The recent recession has concentrated more wealth and income into the older age brackets. Thus, the proportion of those held by those 55 years and older increased from 61% to 73% between 2007 and 2013, while the corresponding figures for those in the age bracket 15-54 fell from 39.2% to 27.5%. Further, while all age groups below 65 saw a drop in mean real income, the income of those aged 65 or older went up between 2006 and 2014.

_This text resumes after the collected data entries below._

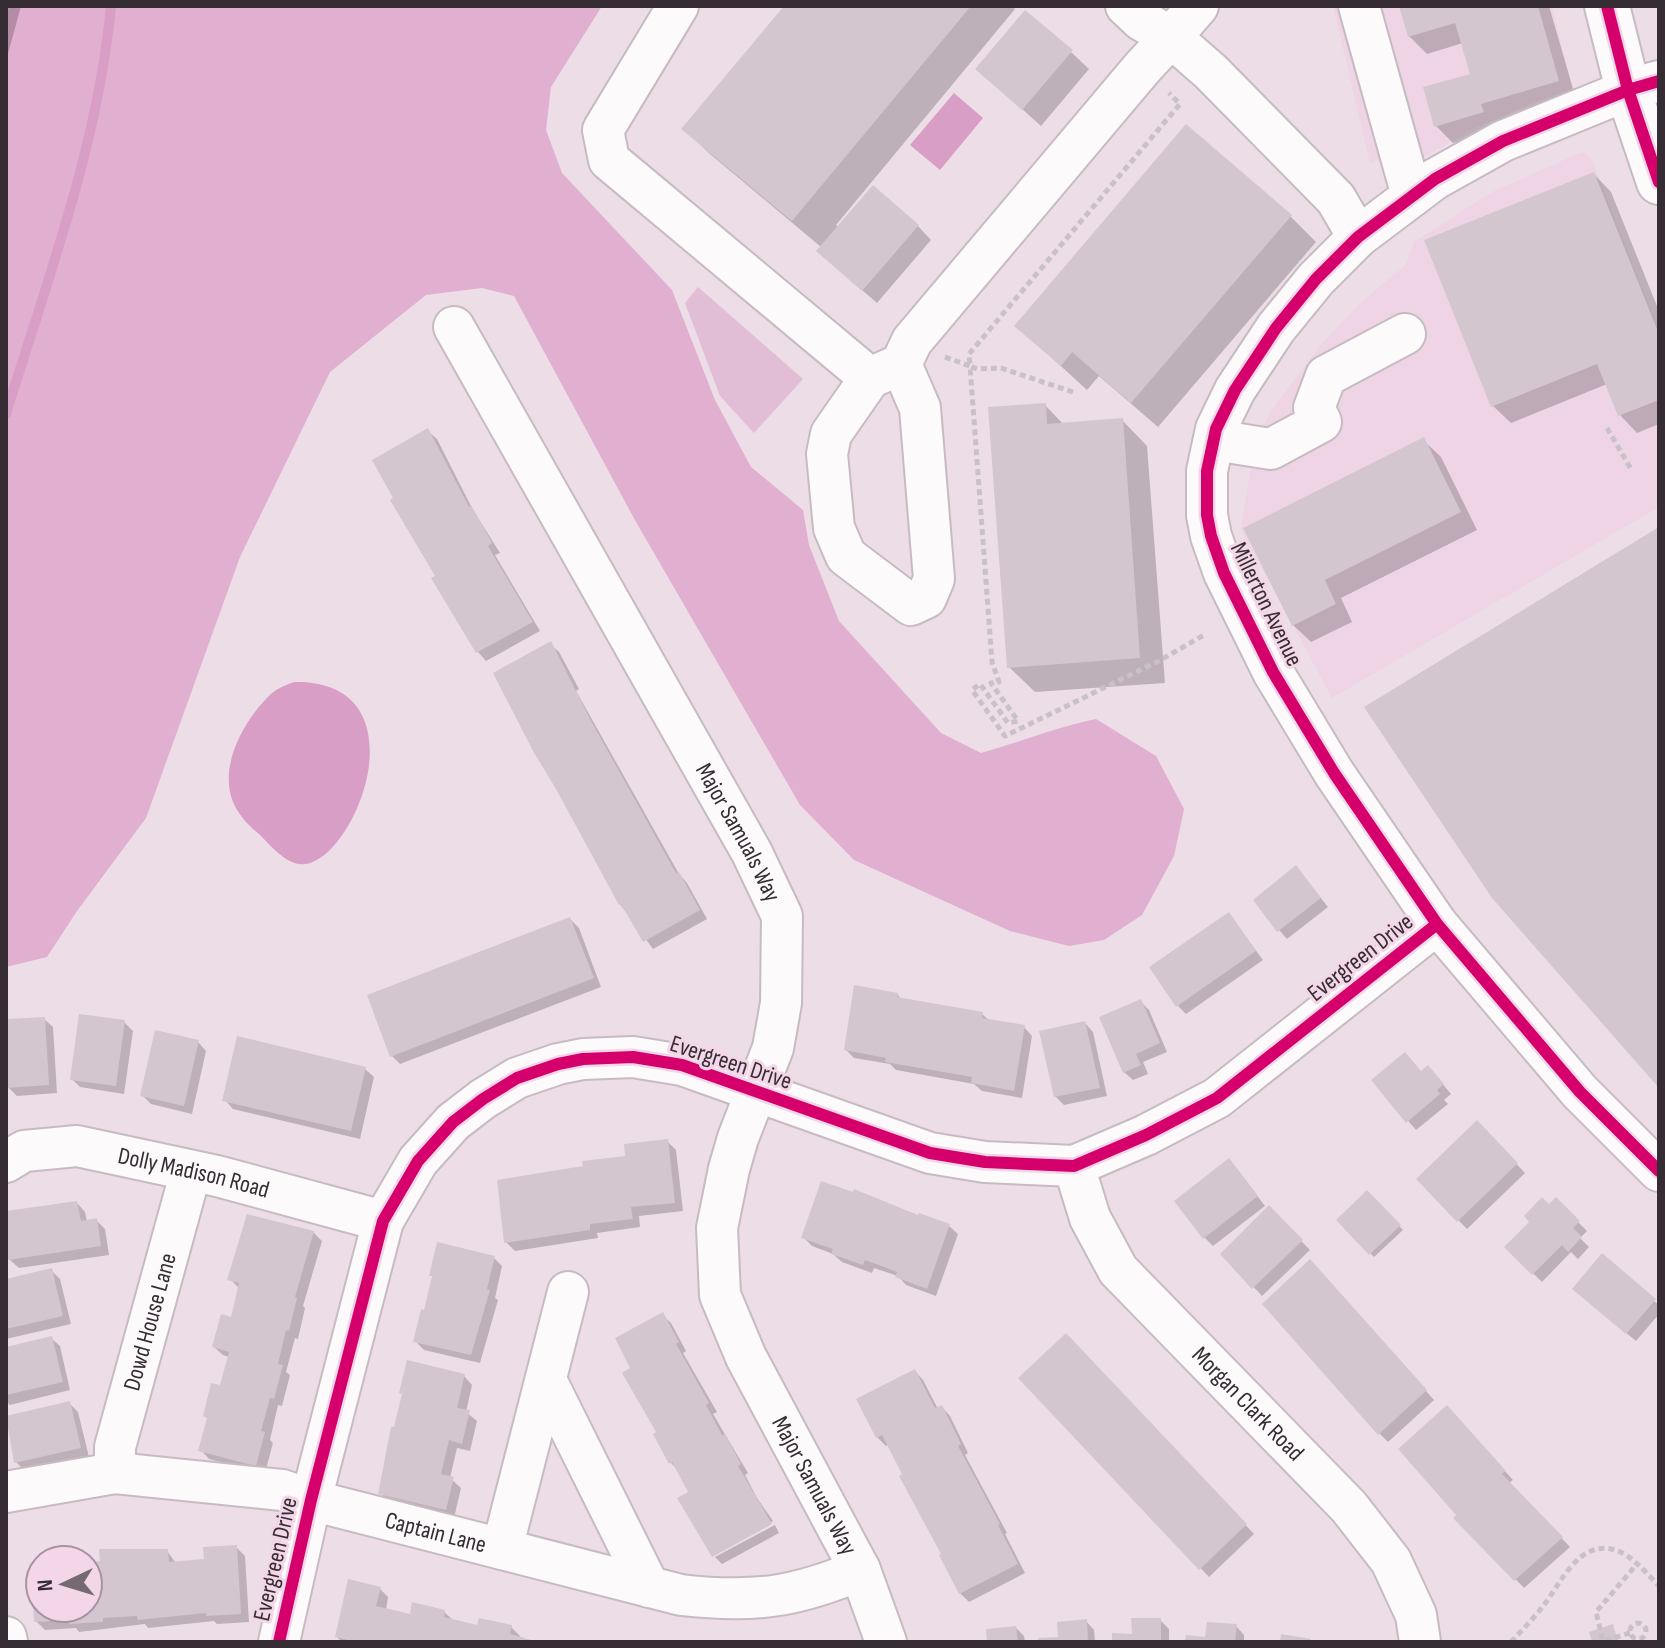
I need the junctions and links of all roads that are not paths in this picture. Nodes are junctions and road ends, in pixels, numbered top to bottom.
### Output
1 (678, 6) edge
2 (1126, 6) edge
3 (1198, 6) edge
4 (1359, 6) edge
5 (1607, 6) edge
6 (1171, 37) junction
7 (1644, 85) edge
8 (1659, 182) edge
9 (1412, 196) junction
10 (1358, 237) junction
11 (454, 327) dead end
12 (1405, 334) dead end
13 (886, 371) junction
14 (1214, 440) junction
15 (1437, 924) junction
16 (756, 1092) junction
17 (6, 1162) edge
18 (1074, 1166) junction
19 (191, 1171) junction
20 (1659, 1171) edge
21 (383, 1221) junction
22 (568, 1292) dead end
23 (546, 1380) junction
24 (115, 1473) junction
25 (6, 1492) edge
26 (311, 1500) junction
27 (502, 1549) junction
28 (860, 1570) junction
29 (649, 1587) junction
30 (279, 1642) edge
31 (886, 1642) edge
32 (1420, 1642) edge

1 - 13 street
2 - 6 street
3 - 6 street
4 - 9 street
5 - 7 main road
6 - 10 street
6 - 13 street
7 - 8 main road
7 - 9 street, Millerton Avenue
9 - 10 street, Millerton Avenue
10 - 14 street, Millerton Avenue
11 - 16 street, Major Samuals Way
12 - 14 street
13 - 13 street
14 - 15 street, Millerton Avenue
15 - 18 street, Evergreen Drive
15 - 20 street, Millerton Avenue
16 - 18 street, Evergreen Drive
16 - 21 street, Evergreen Drive
16 - 28 street, Major Samuals Way
17 - 19 street, Dolly Madison Road
18 - 32 street, Morgan Clark Road
19 - 21 street, Dolly Madison Road
19 - 24 street, Dowd House Lane
21 - 26 street, Evergreen Drive
22 - 23 street
23 - 27 street
23 - 29 street
24 - 25 street, Captain Lane
24 - 26 street, Captain Lane
26 - 27 street, Captain Lane
26 - 30 street, Evergreen Drive
27 - 29 street, Captain Lane
28 - 29 street, Captain Lane
28 - 31 street, Major Samuals Way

According to Keon, this all has an impact on the world of investments. Older people tend to (and tend to be advised to) reduce their risk in their investments by moving from shares to fixed incomes. As Boomers have reached the threshold of retirement they have been moving their money from stocks and the equity market to the fixed income and safety of bonds. Thus a greater percentage of the nation’s wealth has moved from stocks to bonds. This has the effect, at least in part, of contributing to weaker economic growth and lower interest rates. In the years ahead we are likely to see these demographic trends increase. This will help keep interest rates, inflation and economic growth below the levels typically seen in the last 70 years. (Indeed the high growth, high inflation and high interest rates of the post-WWII years might have been partially caused by the baby boom as well…) If this is right, then it’s a good time to be borrowing to buy a house, or to be living on fixed income, but not so good to be living on interest from savings. Alternatively, we might all be about to fall off the cliff again, which won’t be good for anyone…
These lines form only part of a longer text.